According to Vanessa Cárdenas, Executive Director of America’s Voice:

“When Mullin replaced Noem, we said it plainly: this is not accountability, just a reshuffling of the enablers of President Trump’s mass deportation agenda. Three months in, nothing has proven us wrong. The actors may change, but the problem remains the same: an obsession with purging America of immigrants no matter the cost to our humanity, our economy, or our values. Tomorrow, Congress must demand receipts, not a performance.”

Below are three questions Congress must ask:

1.Your agents are openly defying court orders and state law. When does the lawlessness stop?

The culture of impunity at ICE and CBP is not incidental — it is the point. In May, ICE agents violated a federal judge’s order prohibiting arrests at courthouses. In New Jersey, Governor Sherrill signed legislation requiring ICE agents to identify themselves and prohibiting masked enforcement actions during arrests. DHS immediately announced agents would continue operating in defiance of the state law, and then sued the state to make the defiance permanent. Secretary Mullin has also threatened to halt the processing of international travelers at Newark Airport amid the ongoing dispute with New Jersey over conditions at Delaney Hall. This is an agency that has grown accustomed to operating above the law — defying judges, ignoring state legislatures, and using its authority as a cudgel against anyone who pushes back. As stated in an op-ed in MSNow by the former ICE chief of staff Jason Houser, “Airports are not political bargaining chips. They are among the country’s most vital security and economic assets, connecting businesses to global markets and supporting national security.” Congress has both an authority and the obligation to demand accountability. 

2. Detainees are on hunger strikes, children are in trailer prisons, and people are dying in ICE custody. Why should Congress give DHS another dime before these conditions are addressed?

Conditions inside immigration detention facilities have drawn growing condemnation from lawmakers, medical professionals, and law enforcement leaders across the country. At Desert View Annex in Adelanto, CA, detainees are on a hunger strike and walked off their jobs over unsafe drinking water and mold. At Delaney Hall in Newark, NJ, detainees are on a hunger and labor strike citing infestations, inadequate medical care, and no air conditioning — with protests outside met by pepper spray and tasers. At Dilley, TX, more than 6,300 children have been held since the start of Trump’s second term in what those inside describe as a trailer prison — lights on 24 hours a day, children as young as two months old among those detained. Deaths in detention continue to rise.
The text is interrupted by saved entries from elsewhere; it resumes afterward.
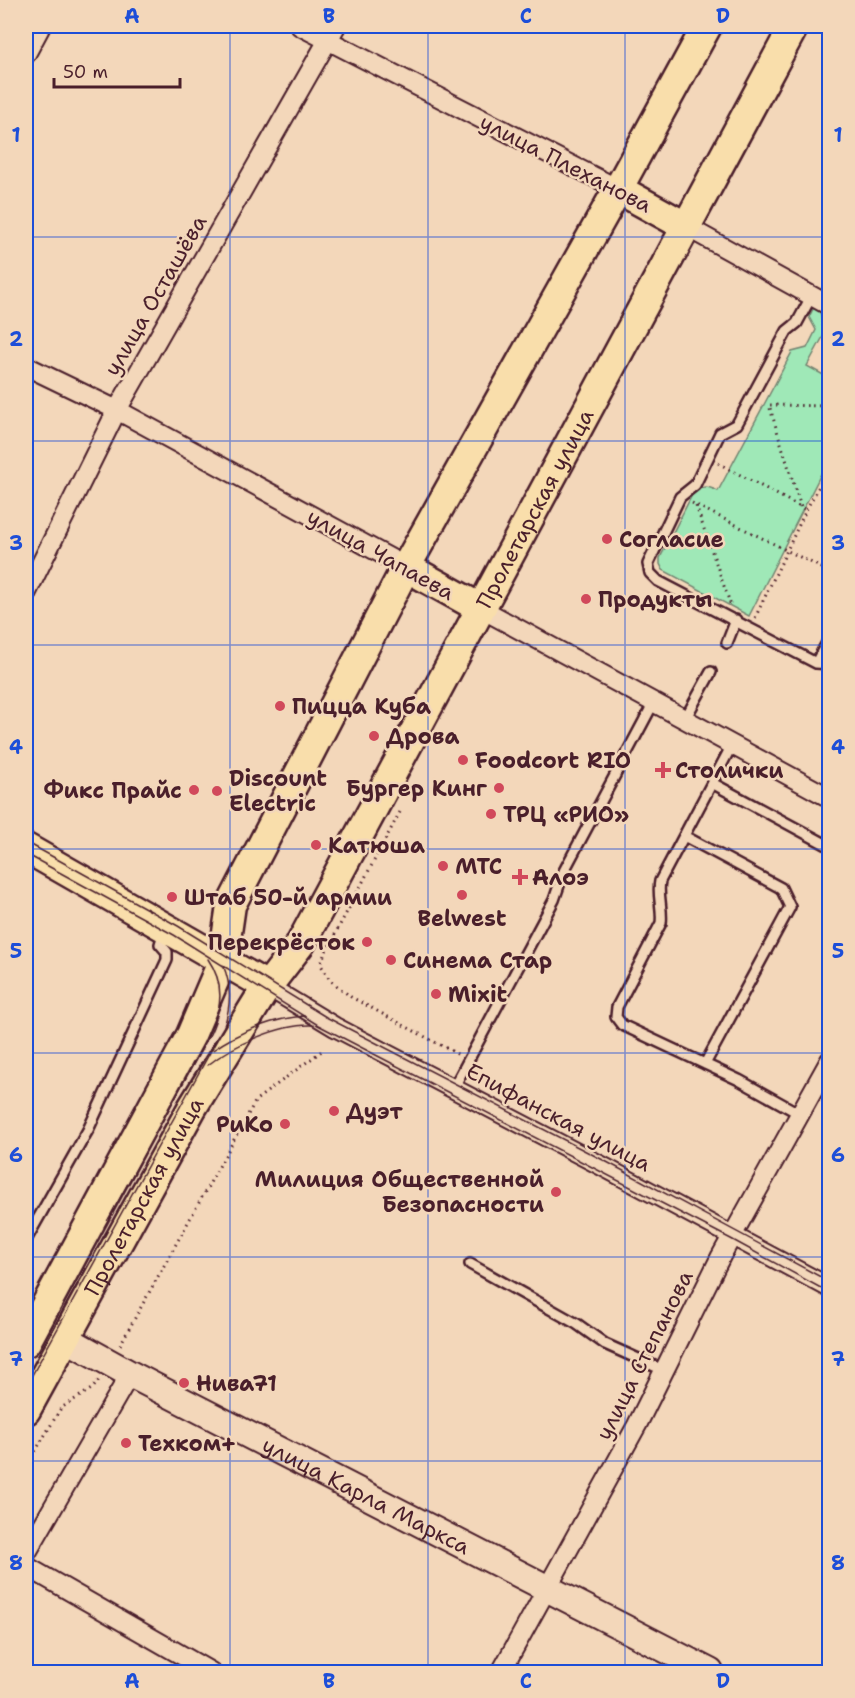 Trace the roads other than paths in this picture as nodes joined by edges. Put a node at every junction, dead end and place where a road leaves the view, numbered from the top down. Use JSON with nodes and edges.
{"nodes":[{"id":1,"x":41,"y":26,"type":"edge"},
{"id":2,"x":300,"y":26,"type":"edge"},
{"id":3,"x":707,"y":26,"type":"edge"},
{"id":4,"x":794,"y":26,"type":"edge"},
{"id":5,"x":332,"y":33,"type":"edge"},
{"id":6,"x":26,"y":54,"type":"edge"},
{"id":7,"x":618,"y":189,"type":"junction"},
{"id":8,"x":685,"y":226,"type":"junction"},
{"id":9,"x":811,"y":297,"type":"junction"},
{"id":10,"x":830,"y":306,"type":"edge"},
{"id":11,"x":26,"y":366,"type":"edge"},
{"id":12,"x":117,"y":411,"type":"junction"},
{"id":13,"x":406,"y":567,"type":"junction"},
{"id":14,"x":26,"y":594,"type":"edge"},
{"id":15,"x":480,"y":608,"type":"junction"},
{"id":16,"x":736,"y":620,"type":"junction"},
{"id":17,"x":830,"y":638,"type":"edge"},
{"id":18,"x":727,"y":643,"type":"dead end"},
{"id":19,"x":816,"y":663,"type":"junction"},
{"id":20,"x":830,"y":664,"type":"edge"},
{"id":21,"x":711,"y":672,"type":"dead end"},
{"id":22,"x":654,"y":702,"type":"junction"},
{"id":23,"x":684,"y":719,"type":"junction"},
{"id":24,"x":732,"y":745,"type":"junction"},
{"id":25,"x":712,"y":783,"type":"junction"},
{"id":26,"x":830,"y":798,"type":"edge"},
{"id":27,"x":684,"y":836,"type":"junction"},
{"id":28,"x":829,"y":846,"type":"edge"},
{"id":29,"x":26,"y":848,"type":"edge"},
{"id":30,"x":165,"y":926,"type":"junction"},
{"id":31,"x":223,"y":960,"type":"junction"},
{"id":32,"x":267,"y":987,"type":"junction"},
{"id":33,"x":830,"y":1060,"type":"edge"},
{"id":34,"x":705,"y":1064,"type":"junction"},
{"id":35,"x":823,"y":1085,"type":"edge"},
{"id":36,"x":453,"y":1089,"type":"junction"},
{"id":37,"x":800,"y":1114,"type":"junction"},
{"id":38,"x":733,"y":1236,"type":"junction"},
{"id":39,"x":26,"y":1240,"type":"edge"},
{"id":40,"x":470,"y":1264,"type":"dead end"},
{"id":41,"x":830,"y":1288,"type":"edge"},
{"id":42,"x":29,"y":1327,"type":"edge"},
{"id":43,"x":65,"y":1338,"type":"junction"},
{"id":44,"x":120,"y":1369,"type":"junction"},
{"id":45,"x":663,"y":1370,"type":"junction"},
{"id":46,"x":26,"y":1410,"type":"edge"},
{"id":47,"x":26,"y":1554,"type":"edge"},
{"id":48,"x":26,"y":1566,"type":"edge"},
{"id":49,"x":545,"y":1589,"type":"junction"},
{"id":50,"x":211,"y":1672,"type":"edge"},
{"id":51,"x":501,"y":1672,"type":"edge"},
{"id":52,"x":710,"y":1672,"type":"edge"}],
"edges":[{"from":1,"to":6,"type":"street"},
{"from":2,"to":5,"type":"street","name":"улица Плеханова"},
{"from":3,"to":7,"type":"main road","name":"Пролетарская улица"},
{"from":4,"to":8,"type":"main road","name":"Пролетарская улица"},
{"from":5,"to":7,"type":"street","name":"улица Плеханова"},
{"from":5,"to":12,"type":"street","name":"улица Осташёва"},
{"from":7,"to":8,"type":"main road","name":"улица Плеханова"},
{"from":7,"to":13,"type":"main road","name":"Пролетарская улица"},
{"from":8,"to":9,"type":"street","name":"улица Плеханова"},
{"from":8,"to":15,"type":"main road","name":"Пролетарская улица"},
{"from":9,"to":10,"type":"street","name":"улица Плеханова"},
{"from":9,"to":16,"type":"lane"},
{"from":11,"to":12,"type":"street","name":"улица Чапаева"},
{"from":12,"to":13,"type":"street","name":"улица Чапаева"},
{"from":12,"to":14,"type":"street","name":"улица Осташёва"},
{"from":13,"to":15,"type":"main road","name":"улица Чапаева"},
{"from":13,"to":31,"type":"main road","name":"Пролетарская улица"},
{"from":15,"to":22,"type":"street","name":"улица Чапаева"},
{"from":15,"to":32,"type":"main road","name":"Пролетарская улица"},
{"from":16,"to":18,"type":"lane"},
{"from":16,"to":19,"type":"lane"},
{"from":17,"to":19,"type":"lane"},
{"from":19,"to":20,"type":"lane"},
{"from":21,"to":23,"type":"lane"},
{"from":22,"to":23,"type":"street","name":"улица Чапаева"},
{"from":22,"to":36,"type":"lane"},
{"from":23,"to":24,"type":"street","name":"улица Чапаева"},
{"from":24,"to":25,"type":"lane"},
{"from":24,"to":26,"type":"street","name":"улица Чапаева"},
{"from":25,"to":27,"type":"lane"},
{"from":25,"to":28,"type":"lane"},
{"from":27,"to":34,"type":"lane"},
{"from":27,"to":34,"type":"lane"},
{"from":29,"to":30,"type":"main road"},
{"from":30,"to":31,"type":"main road"},
{"from":30,"to":39,"type":"lane"},
{"from":31,"to":32,"type":"main road"},
{"from":31,"to":42,"type":"main road","name":"Пролетарская улица"},
{"from":32,"to":36,"type":"street","name":"Епифанская улица"},
{"from":32,"to":43,"type":"main road","name":"Пролетарская улица"},
{"from":33,"to":35,"type":"street","name":"улица Степанова"},
{"from":34,"to":37,"type":"lane"},
{"from":35,"to":37,"type":"street","name":"улица Степанова"},
{"from":36,"to":38,"type":"street","name":"Епифанская улица"},
{"from":37,"to":38,"type":"street","name":"улица Степанова"},
{"from":38,"to":41,"type":"street","name":"Епифанская улица"},
{"from":38,"to":45,"type":"street","name":"улица Степанова"},
{"from":40,"to":45,"type":"lane"},
{"from":42,"to":43,"type":"main road","name":"улица Карла Маркса"},
{"from":43,"to":44,"type":"main road","name":"улица Карла Маркса"},
{"from":43,"to":46,"type":"main road","name":"Пролетарская улица"},
{"from":44,"to":47,"type":"street"},
{"from":44,"to":49,"type":"main road","name":"улица Карла Маркса"},
{"from":45,"to":49,"type":"street","name":"улица Степанова"},
{"from":48,"to":50,"type":"street"},
{"from":49,"to":51,"type":"street","name":"улица Степанова"},
{"from":49,"to":52,"type":"main road","name":"улица Карла Маркса"}]}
Secretary Mullin must answer for what is happening inside the facilities that already exist.

3. USCIS upended the legal immigration system for 600,000 people and then walked it back with undefined exceptions. Who authorized this, and what does it actually mean for the people affected?

USCIS recently issued a policy memo requiring that most of the approximately 600,000 annual applicants for permanent residency — including those on student, work and family visas — leave the United States to complete consular processing abroad, upending a longstanding system that allowed people lawfully present in the country to adjust their status in the United States. Following significant backlash, USCIS claimed to walk it back. The walkback changes nothing — the underlying intent to upend legal immigration pathways remains fully intact. Congress is owed a straight answer on who authorized this guidance, what the legal basis for it was, and what these undefined exceptions actually mean for the hundreds of thousands of people whose lives hang in the balance.